* [WHAT NEEDS TO BE DONE] Within the material below, how many lines include "graph"? Answer with the count only.

* [DATA LISTING]
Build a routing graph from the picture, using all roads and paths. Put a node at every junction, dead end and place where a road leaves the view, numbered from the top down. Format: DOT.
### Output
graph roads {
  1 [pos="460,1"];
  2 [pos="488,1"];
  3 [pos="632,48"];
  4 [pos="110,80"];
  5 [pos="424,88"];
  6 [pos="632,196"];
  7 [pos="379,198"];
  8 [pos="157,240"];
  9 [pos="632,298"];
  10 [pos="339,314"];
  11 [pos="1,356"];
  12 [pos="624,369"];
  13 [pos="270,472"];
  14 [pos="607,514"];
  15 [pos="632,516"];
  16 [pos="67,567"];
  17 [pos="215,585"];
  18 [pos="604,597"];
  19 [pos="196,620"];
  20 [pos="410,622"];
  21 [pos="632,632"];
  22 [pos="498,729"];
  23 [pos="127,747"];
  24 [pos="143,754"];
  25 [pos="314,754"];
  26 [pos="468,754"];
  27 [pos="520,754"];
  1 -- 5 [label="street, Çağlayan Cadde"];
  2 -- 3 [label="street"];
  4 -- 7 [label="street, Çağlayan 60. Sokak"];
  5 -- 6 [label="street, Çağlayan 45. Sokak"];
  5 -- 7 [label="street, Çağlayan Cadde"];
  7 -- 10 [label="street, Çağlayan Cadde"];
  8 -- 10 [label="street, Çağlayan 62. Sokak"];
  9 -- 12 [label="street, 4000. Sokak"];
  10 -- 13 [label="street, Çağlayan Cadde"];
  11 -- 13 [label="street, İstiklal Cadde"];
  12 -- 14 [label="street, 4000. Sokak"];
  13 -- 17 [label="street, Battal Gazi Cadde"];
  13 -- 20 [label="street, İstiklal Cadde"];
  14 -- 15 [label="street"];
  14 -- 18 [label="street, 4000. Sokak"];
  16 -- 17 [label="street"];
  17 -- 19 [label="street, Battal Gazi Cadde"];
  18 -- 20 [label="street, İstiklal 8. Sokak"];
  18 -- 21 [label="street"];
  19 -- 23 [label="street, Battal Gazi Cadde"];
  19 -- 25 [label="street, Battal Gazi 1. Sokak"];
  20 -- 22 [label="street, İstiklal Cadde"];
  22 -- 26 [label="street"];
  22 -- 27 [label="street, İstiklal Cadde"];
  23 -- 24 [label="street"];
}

* [EXERCISE SOLUTION] 2